Copy out the records precisely, omitting pictures.

..............................

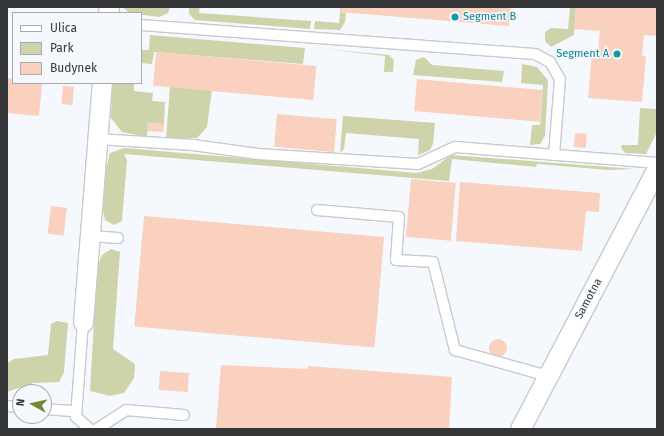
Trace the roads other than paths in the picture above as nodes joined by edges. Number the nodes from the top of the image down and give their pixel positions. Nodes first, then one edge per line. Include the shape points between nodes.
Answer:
1 (142, 25) edge
2 (102, 84) edge
3 (98, 139) junction
4 (554, 155) junction
5 (657, 163) edge
6 (657, 168) edge
7 (317, 210) dead end
8 (90, 236) junction
9 (118, 238) dead end
10 (83, 322) joint
11 (548, 376) junction
12 (52, 410) edge
13 (76, 411) junction
14 (184, 415) dead end
15 (90, 429) edge
16 (97, 429) edge
17 (520, 429) edge

1 - 4 lane via 535,54 550,62 560,79
2 - 3 street
3 - 4 lane via 193,145 258,154 418,164 455,147
3 - 8 street
4 - 5 lane
6 - 11 street, Samotna
7 - 11 lane via 399,217 396,260 433,262 455,350
8 - 9 lane
8 - 10 street
10 - 13 lane
11 - 17 street, Samotna
12 - 13 lane
13 - 15 lane via 76,417
14 - 16 lane via 126,410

..............................

» Reply:
Trace the roads other than paths in the picture above as nodes joined by edges. Number the nodes from the top of the image down and give their pixel positions. Nodes first, then one edge per line. Include the shape points between nodes.
Answer:
1 (142, 25) edge
2 (102, 84) edge
3 (98, 139) junction
4 (554, 155) junction
5 (657, 163) edge
6 (657, 168) edge
7 (317, 210) dead end
8 (90, 236) junction
9 (118, 238) dead end
10 (83, 322) joint
11 (548, 376) junction
12 (52, 410) edge
13 (76, 411) junction
14 (184, 415) dead end
15 (90, 429) edge
16 (97, 429) edge
17 (520, 429) edge

1 - 4 lane via 535,54 550,62 560,79
2 - 3 street
3 - 4 lane via 193,145 258,154 418,164 455,147
3 - 8 street
4 - 5 lane
6 - 11 street, Samotna
7 - 11 lane via 399,217 396,260 433,262 455,350
8 - 9 lane
8 - 10 street
10 - 13 lane
11 - 17 street, Samotna
12 - 13 lane
13 - 15 lane via 76,417
14 - 16 lane via 126,410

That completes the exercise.